Come Simpodio ­– la mostra personale di Roberto Orlando a cura di Ilaria Cascino in corso all’artist run space Parentesitonde a Palermo – si pone come riflessione sul luogo abitato, che perde la funzionalità originaria e si configura come prodotto di un’azione figurativa e creativa, conseguenza di un nuovo carattere architettonico.

Il lavoro di Roberto Orlando parte da importanti premesse botaniche, sfruttando per l’appunto il simpodio, una particolare ramificazione delle piante che si articola indipendentemente dal tronco principale, al fine di ragionare ora sul processo vitale delle piante che creano strutture e forme al fine di adattarsi alle diverse condizioni in cui si ritrovano, ora sull’articolato processo di distaccamento dell’architettura dalle funzionalità primordiali.

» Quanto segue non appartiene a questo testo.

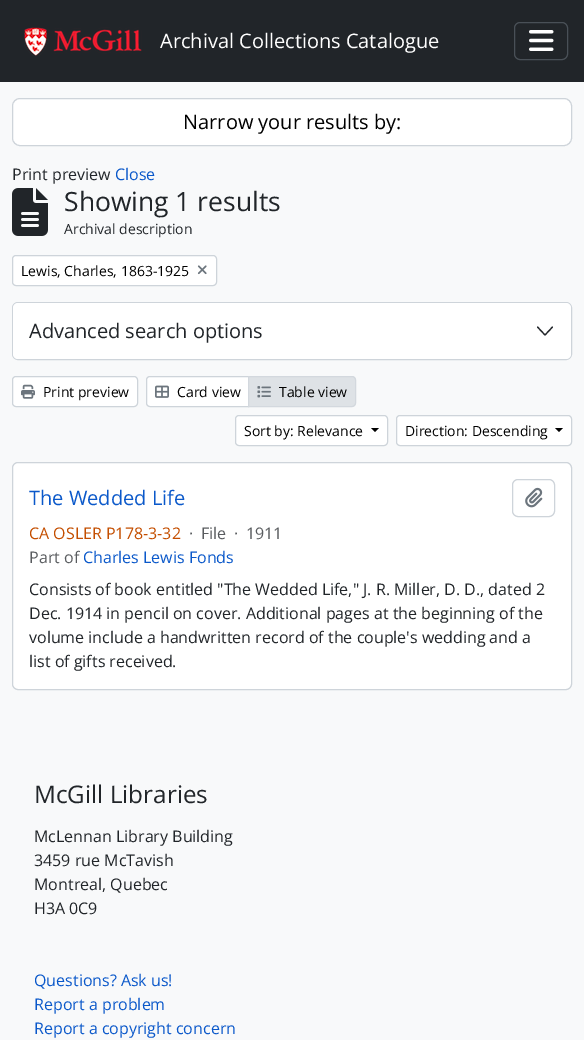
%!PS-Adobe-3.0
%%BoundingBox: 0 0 584 1040
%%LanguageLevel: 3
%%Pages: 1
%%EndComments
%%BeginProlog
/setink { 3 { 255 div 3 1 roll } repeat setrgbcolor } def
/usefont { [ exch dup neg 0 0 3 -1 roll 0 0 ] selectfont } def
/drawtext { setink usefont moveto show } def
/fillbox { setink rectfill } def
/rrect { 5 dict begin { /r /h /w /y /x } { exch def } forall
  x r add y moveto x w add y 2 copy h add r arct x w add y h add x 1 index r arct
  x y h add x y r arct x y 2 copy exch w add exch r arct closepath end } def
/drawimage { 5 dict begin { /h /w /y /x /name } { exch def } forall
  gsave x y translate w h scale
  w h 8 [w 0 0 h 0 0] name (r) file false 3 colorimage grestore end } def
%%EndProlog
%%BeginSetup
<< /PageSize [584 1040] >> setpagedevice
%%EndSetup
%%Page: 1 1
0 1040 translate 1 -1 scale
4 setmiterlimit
0 0 584 1040 248 249 250 fillbox
0 0 584 82 33 37 41 fillbox
(assets/img1.rgb) 24 27 118 29 drawimage
(Archival Collections Catalogue) 160 48 /OpenSans-Regular 20 255 255 255 drawtext
73 80 87 setink
514.5 22.5 53 37 5.5 rrect stroke
(assets/img2.rgb) 529 30 25 21 drawimage
255 255 255 setink
12.5 98.5 559 47 7.5 rrect gsave fill grestore
206 212 218 setink
stroke
(Narrow your results by:) 183 129 /OpenSans-Regular 20 0 0 0 drawtext
(Print preview) 12 180 /OpenSans-Regular 16 33 37 41 drawtext
(Close) 115 180 /OpenSans-Regular 16 10 88 202 drawtext
(assets/img3.rgb) 12 188 36 48 drawimage
(Showing 1 results) 64 211 /OpenSans-Regular 26.5 33 37 41 drawtext
(Archival description) 64 234 /OpenSans-Regular 14 33 37 41 drawtext
255 255 255 setink
12.5 255.5 204 30 3.5 rrect gsave fill grestore
206 212 218 setink
stroke
(Lewis, Charles, 1863-1925) 21 276 /OpenSans-Regular 14 0 0 0 drawtext
(assets/img4.rgb) 197 265 10 10 drawimage
206 212 218 setink
12.5 302.5 559 57 5.5 rrect stroke
255 255 255 setink
13 303 558 56 5 rrect fill
(Advanced search options) 29 338 /OpenSans-Regular 20 33 37 41 drawtext
1.2 setlinewidth
1 setlinecap
1 setlinejoin
537.5 327 moveto 545 335 lineto 552.5 327 lineto stroke
255 255 255 setink
12.5 376.5 125 30 3.5 rrect gsave fill grestore
206 212 218 setink
1 setlinewidth
0 setlinecap
0 setlinejoin
stroke
(assets/img5.rgb) 21 384 14 15 drawimage
(Print preview) 43 397 /OpenSans-Regular 14 0 0 0 drawtext
255 255 255 setink
150 376.5 moveto 248.5 376.5 lineto 248.5 406.5 lineto 150 406.5 lineto 148 406.5 146.5 405 146.5 403 curveto 146.5 380 lineto 146.5 378 148 376.5 150 376.5 curveto closepath gsave fill grestore
206 212 218 setink
stroke
(assets/img6.rgb) 155 385 14 13 drawimage
(Card view) 177 397 /OpenSans-Regular 14 0 0 0 drawtext
222 226 230 setink
248.5 376.5 moveto 352 376.5 lineto 354 376.5 355.5 378 355.5 380 curveto 355.5 403 lineto 355.5 405 354 406.5 352 406.5 curveto 248.5 406.5 lineto closepath gsave fill grestore
211 216 222 setink
stroke
(assets/img7.rgb) 257 386 14 12 drawimage
(Table view) 279 397 /OpenSans-Regular 14 0 0 0 drawtext
255 255 255 setink
235.5 415.5 152 30 3.5 rrect gsave fill grestore
206 212 218 setink
stroke
(Sort by: Relevance) 244 436 /OpenSans-Regular 14 0 0 0 drawtext
371 428 moveto 379 428 lineto 375 432 lineto closepath fill
255 255 255 setink
396.5 415.5 175 30 3.5 rrect gsave fill grestore
206 212 218 setink
stroke
(Direction: Descending) 405 436 /OpenSans-Regular 14 0 0 0 drawtext
555 428 moveto 563 428 lineto 559 432 lineto closepath fill
255 255 255 setink
12.5 462.5 559 227 5.5 rrect gsave fill grestore
206 212 218 setink
stroke
(The Wedded Life) 29 505 /OpenSans-Regular 20 10 88 202 drawtext
206 212 218 setink
512.5 479.5 42 37 5.5 rrect stroke
(assets/img8.rgb) 525 487 18 21 drawimage
(CA OSLER P178-3-32) 29 539 /OpenSans-Regular 16 196 78 0 drawtext
(·) 189 539 /OpenSans-Regular 16 89 92 95 drawtext
(File) 201 539 /OpenSans-Regular 16 89 92 95 drawtext
(·) 234 539 /OpenSans-Regular 16 89 92 95 drawtext
(1911) 246 539 /OpenSans-Regular 16 89 92 95 drawtext
(Part of) 29 563 /OpenSans-Regular 16 89 92 95 drawtext
(Charles Lewis Fonds) 83 563 /OpenSans-Regular 16 10 88 202 drawtext
(Consists of book entitled "The Wedded Life," J. R. Miller, D. D., dated 2) 29 595 /OpenSans-Regular 16 33 37 41 drawtext
(Dec. 1914 in pencil on cover. Additional pages at the beginning of the) 29 619 /OpenSans-Regular 16 33 37 41 drawtext
(volume include a handwritten record of the couple's wedding and a) 29 643 /OpenSans-Regular 16 33 37 41 drawtext
(list of gifts received.) 29 667 /OpenSans-Regular 16 33 37 41 drawtext
(McGill Libraries) 34 803 /OpenSans-Regular 24.25 33 37 41 drawtext
(McLennan Library Building) 34 842 /OpenSans-Regular 16 33 37 41 drawtext
(3459 rue McTavish) 34 866 /OpenSans-Regular 16 33 37 41 drawtext
(Montreal, Quebec) 34 890 /OpenSans-Regular 16 33 37 41 drawtext
(H3A 0C9) 34 914 /OpenSans-Regular 16 33 37 41 drawtext
(Questions? Ask us!) 34 986 /OpenSans-Regular 16 10 88 202 drawtext
(Report a problem) 34 1010 /OpenSans-Regular 16 10 88 202 drawtext
(Report a copyright concern) 34 1034 /OpenSans-Regular 16 10 88 202 drawtext
showpage
%%EOF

Condizionato dai luoghi in cui ha vissuto e in cui ha lavorato, l’artista palermitano ricrea un’abitazione “alterata” in cui i vari oggetti ricordano le funzioni originali per le quali sono stati creati, ma la cui forma e il cui compito sono stati sovvertiti dall’estetica e dal piacere visivo. È il caso di “Come Simpodio #2” il lampadario che Orlando colloca a pochi centimetri da terra, la cui forma ricorda visivamente infiorescenze di piante esotiche e che non ha lo scopo di illuminare l’ambiente circostante, bensì di attirare ad entrare e percorre lo spazio, quasi come un vecchio menhir neolitico al rovescio e dove l’acqua rosea che invade le insenature del lampadario restituisce riflessi che alludono ad eleganti candele.
O ad esempio “Come Simpodio #3” la cascata che Orlando colloca in alto allo spazio espositivo privandola di ogni possibile funzione, ma che accoglie con lo scrosciare continuo di un’acqua pigmentata e con la sua forma straniante, ma al contempo naturale.

Ancora una volta il regno delle piante torna in aiuto all’uomo per comprendere i fatti del mondo e comprendere se stesso, confermando il legame uomo-pianta trascurato e ignorato, ma che l’artista attento è capace di studiare e ripercorrere poeticamente per la produzione di visioni significanti e rappresentative.